The service will be led by the Dean of Westminster, Dr David Hoyle, with British Prime Minister Liz Truss reading the second lesson and Archbishop of Canterbury Justin Welby delivering the sermon.
The Last Post will be sounded as the service comes to a close, followed by a two-minute silence and the Reveille.
The Sovereign's Piper of the Royal Regiment of Scotland will play Sleep Dearie Sleep as the coffin and processions leave the church.
Ahead of the event, Mr Albanese met with Canadian Prime Minister Justin Trudeau on Sunday before holding a lunch with Australia's community champions at Australia House in London.
He also met King Charles III at Buckingham Palace along with his counterparts from the 14 Commonwealth realms as well as Ms Truss in Kent on Saturday.
The prime minister described his meeting with the King as warm and friendly, saying it provided him a moment to personally offer his condolences.

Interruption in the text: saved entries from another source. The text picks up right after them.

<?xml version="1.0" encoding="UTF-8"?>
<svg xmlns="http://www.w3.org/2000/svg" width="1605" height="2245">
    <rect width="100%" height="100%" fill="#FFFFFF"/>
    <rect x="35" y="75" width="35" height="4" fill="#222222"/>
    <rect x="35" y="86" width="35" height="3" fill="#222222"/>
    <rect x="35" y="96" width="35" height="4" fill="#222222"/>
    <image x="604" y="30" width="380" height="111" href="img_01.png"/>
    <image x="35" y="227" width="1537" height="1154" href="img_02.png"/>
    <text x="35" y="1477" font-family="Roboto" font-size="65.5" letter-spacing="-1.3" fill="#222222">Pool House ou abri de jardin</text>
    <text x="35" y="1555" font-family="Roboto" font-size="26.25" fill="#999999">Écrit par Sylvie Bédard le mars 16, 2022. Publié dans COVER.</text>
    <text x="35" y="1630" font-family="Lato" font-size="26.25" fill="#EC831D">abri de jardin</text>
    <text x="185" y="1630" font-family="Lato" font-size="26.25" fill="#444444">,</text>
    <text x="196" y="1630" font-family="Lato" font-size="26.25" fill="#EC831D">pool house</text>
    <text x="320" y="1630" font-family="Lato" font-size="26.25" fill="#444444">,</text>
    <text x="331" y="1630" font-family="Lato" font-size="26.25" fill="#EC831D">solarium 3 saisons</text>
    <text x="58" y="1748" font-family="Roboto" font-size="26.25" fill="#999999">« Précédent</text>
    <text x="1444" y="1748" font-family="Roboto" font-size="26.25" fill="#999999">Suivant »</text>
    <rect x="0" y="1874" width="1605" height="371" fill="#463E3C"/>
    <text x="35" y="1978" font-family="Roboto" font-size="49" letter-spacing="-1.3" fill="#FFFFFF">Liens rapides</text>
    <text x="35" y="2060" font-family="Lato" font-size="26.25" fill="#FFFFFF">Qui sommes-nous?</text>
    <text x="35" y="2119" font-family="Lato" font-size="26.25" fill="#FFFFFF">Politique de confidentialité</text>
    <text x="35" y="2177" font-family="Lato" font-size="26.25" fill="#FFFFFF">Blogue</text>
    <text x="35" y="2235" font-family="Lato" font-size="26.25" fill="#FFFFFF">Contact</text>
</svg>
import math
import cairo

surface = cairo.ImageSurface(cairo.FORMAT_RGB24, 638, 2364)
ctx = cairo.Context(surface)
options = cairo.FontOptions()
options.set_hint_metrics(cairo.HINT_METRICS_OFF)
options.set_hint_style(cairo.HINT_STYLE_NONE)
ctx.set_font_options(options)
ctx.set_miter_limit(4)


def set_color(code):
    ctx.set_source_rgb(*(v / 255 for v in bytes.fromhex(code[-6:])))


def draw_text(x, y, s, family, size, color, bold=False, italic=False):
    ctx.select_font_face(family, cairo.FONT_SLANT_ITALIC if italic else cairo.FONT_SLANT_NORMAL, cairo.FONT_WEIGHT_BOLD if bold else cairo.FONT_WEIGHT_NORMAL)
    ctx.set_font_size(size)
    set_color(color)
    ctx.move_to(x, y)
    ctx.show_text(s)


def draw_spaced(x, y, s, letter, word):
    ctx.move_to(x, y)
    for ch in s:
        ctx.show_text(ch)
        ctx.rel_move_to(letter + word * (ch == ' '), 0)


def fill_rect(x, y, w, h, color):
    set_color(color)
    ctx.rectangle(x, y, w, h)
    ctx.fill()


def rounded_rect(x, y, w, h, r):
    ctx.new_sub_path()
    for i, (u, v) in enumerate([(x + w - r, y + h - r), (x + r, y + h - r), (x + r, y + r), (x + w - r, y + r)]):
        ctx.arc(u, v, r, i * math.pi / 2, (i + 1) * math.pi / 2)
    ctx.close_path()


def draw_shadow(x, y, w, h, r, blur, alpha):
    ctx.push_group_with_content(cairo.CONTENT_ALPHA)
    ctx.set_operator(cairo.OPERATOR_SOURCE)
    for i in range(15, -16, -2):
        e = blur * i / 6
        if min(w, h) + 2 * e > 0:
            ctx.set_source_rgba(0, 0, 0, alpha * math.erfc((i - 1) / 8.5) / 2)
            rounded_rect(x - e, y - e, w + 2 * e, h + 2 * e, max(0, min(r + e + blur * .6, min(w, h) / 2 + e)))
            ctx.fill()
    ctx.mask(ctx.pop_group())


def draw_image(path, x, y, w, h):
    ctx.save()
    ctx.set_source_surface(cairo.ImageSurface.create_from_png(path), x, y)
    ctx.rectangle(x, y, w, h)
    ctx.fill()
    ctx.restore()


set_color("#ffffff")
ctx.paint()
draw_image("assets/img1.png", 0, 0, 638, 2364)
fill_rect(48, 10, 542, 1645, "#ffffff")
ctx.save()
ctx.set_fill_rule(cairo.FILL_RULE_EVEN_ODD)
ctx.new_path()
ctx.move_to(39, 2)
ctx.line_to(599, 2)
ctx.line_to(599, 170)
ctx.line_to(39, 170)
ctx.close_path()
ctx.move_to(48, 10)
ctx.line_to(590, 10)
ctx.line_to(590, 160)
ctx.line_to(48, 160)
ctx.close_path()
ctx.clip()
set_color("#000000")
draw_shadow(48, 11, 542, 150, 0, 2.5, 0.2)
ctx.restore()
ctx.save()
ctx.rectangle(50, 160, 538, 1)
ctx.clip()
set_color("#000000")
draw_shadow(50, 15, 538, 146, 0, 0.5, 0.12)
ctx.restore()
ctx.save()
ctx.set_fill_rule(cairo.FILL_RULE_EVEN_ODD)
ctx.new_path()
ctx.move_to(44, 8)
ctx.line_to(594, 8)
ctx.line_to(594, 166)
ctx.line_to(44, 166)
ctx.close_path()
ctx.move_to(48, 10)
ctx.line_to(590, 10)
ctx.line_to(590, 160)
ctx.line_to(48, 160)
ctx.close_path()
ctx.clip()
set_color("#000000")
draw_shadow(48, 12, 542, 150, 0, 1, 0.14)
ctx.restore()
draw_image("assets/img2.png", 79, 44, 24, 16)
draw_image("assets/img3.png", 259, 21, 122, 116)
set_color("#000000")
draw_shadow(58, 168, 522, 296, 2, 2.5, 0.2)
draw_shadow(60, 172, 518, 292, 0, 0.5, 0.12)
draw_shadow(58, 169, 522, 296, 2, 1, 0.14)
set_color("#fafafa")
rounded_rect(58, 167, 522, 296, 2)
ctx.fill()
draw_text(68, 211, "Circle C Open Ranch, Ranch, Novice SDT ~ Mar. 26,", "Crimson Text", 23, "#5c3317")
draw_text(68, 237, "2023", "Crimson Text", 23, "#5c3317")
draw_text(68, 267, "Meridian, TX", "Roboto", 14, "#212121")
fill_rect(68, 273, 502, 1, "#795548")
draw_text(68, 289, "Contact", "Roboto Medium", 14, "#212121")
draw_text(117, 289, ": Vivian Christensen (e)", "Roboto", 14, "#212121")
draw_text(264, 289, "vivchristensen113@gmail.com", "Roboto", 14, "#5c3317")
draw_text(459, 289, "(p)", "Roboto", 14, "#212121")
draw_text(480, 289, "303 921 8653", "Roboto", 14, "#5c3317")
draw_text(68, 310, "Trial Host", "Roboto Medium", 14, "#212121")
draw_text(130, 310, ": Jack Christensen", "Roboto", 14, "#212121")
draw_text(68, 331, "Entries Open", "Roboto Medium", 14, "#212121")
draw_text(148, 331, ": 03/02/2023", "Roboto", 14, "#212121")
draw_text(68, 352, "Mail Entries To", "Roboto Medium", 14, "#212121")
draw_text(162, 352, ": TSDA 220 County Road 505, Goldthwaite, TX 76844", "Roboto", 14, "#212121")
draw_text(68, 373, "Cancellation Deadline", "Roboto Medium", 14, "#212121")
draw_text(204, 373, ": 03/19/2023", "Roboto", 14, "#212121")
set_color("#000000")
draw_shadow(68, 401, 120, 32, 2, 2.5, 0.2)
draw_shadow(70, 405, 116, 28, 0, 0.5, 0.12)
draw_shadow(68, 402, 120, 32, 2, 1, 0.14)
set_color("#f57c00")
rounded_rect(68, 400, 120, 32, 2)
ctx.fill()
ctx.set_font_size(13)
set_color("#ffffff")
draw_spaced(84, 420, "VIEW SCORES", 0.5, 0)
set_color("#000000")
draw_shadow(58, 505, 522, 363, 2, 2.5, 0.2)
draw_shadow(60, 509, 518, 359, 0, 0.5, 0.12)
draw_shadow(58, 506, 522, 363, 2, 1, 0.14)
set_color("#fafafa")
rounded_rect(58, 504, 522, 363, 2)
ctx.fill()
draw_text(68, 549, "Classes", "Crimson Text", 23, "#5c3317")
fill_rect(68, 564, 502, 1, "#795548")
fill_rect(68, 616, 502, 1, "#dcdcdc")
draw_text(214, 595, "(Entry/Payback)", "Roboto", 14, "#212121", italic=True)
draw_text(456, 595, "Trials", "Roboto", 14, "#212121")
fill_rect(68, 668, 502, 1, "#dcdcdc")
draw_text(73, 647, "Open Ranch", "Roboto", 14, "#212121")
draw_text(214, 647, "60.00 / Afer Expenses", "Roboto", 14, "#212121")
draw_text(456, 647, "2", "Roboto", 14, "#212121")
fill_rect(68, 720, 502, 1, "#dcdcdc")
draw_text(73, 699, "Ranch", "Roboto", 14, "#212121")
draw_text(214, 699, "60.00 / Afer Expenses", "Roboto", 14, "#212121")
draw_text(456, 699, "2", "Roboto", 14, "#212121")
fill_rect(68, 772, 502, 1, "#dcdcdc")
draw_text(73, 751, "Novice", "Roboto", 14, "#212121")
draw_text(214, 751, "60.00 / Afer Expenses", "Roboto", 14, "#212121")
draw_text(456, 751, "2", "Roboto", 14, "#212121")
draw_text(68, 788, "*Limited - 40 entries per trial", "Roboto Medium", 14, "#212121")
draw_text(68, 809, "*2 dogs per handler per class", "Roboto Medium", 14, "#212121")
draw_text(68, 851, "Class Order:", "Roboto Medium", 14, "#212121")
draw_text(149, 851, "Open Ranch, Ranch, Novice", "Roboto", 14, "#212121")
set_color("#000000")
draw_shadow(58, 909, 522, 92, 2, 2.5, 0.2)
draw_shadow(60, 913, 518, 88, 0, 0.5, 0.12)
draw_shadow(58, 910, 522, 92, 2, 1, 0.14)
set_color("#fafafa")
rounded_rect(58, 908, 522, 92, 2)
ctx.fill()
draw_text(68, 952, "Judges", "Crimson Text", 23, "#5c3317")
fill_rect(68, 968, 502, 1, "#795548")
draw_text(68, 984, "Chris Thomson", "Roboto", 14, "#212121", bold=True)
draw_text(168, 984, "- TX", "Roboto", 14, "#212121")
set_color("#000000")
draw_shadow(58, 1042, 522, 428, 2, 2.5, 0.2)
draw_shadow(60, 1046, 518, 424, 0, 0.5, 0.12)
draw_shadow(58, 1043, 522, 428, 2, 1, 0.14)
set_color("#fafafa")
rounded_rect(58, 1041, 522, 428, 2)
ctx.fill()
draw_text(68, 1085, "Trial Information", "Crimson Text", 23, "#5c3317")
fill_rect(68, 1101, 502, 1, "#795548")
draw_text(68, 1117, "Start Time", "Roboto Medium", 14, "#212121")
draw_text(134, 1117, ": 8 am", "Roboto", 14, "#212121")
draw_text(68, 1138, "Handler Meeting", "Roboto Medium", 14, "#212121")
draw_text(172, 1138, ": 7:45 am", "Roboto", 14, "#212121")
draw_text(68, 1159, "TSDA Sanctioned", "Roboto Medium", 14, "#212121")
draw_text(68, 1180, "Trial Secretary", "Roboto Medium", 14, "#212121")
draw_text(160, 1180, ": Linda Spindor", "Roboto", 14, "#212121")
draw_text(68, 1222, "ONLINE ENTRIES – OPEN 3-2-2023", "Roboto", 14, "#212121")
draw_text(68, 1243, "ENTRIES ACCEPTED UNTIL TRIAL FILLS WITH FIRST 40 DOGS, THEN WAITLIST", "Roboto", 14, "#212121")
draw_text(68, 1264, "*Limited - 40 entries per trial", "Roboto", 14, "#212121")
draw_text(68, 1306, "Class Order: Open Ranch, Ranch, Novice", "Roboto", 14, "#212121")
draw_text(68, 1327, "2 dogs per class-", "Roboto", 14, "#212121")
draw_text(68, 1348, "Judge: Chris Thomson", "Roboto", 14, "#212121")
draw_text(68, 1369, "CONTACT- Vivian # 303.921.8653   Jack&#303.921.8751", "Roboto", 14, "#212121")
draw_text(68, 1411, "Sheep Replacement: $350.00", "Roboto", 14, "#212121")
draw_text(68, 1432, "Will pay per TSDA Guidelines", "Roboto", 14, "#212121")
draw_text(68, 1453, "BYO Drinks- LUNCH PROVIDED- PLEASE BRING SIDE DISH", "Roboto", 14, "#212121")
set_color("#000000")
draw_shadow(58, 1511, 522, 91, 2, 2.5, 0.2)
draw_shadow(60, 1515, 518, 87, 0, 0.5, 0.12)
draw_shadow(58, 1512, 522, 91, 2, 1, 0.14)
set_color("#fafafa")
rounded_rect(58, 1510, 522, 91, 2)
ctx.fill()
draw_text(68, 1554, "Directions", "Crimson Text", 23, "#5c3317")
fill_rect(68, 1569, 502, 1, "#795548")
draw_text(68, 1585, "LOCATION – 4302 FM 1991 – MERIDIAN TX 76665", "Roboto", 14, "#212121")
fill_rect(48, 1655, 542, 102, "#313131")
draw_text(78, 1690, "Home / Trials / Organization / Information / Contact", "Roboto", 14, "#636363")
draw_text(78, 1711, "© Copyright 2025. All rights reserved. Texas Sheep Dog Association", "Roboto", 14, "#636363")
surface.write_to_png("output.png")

"It's a very personal bereavement that he's feeling," Mr Albanese told the BBC.
Australians will be able to pay their respects on Thursday during the memorial service to be broadcast across the nation from Parliament House.
All state and territory leaders, as well as justices of the High Court, will attend the service, with Australians given a public holiday to mark the occasion.
Mr Albanese said he and Opposition Leader Peter Dutton would give short tributes to the late monarch.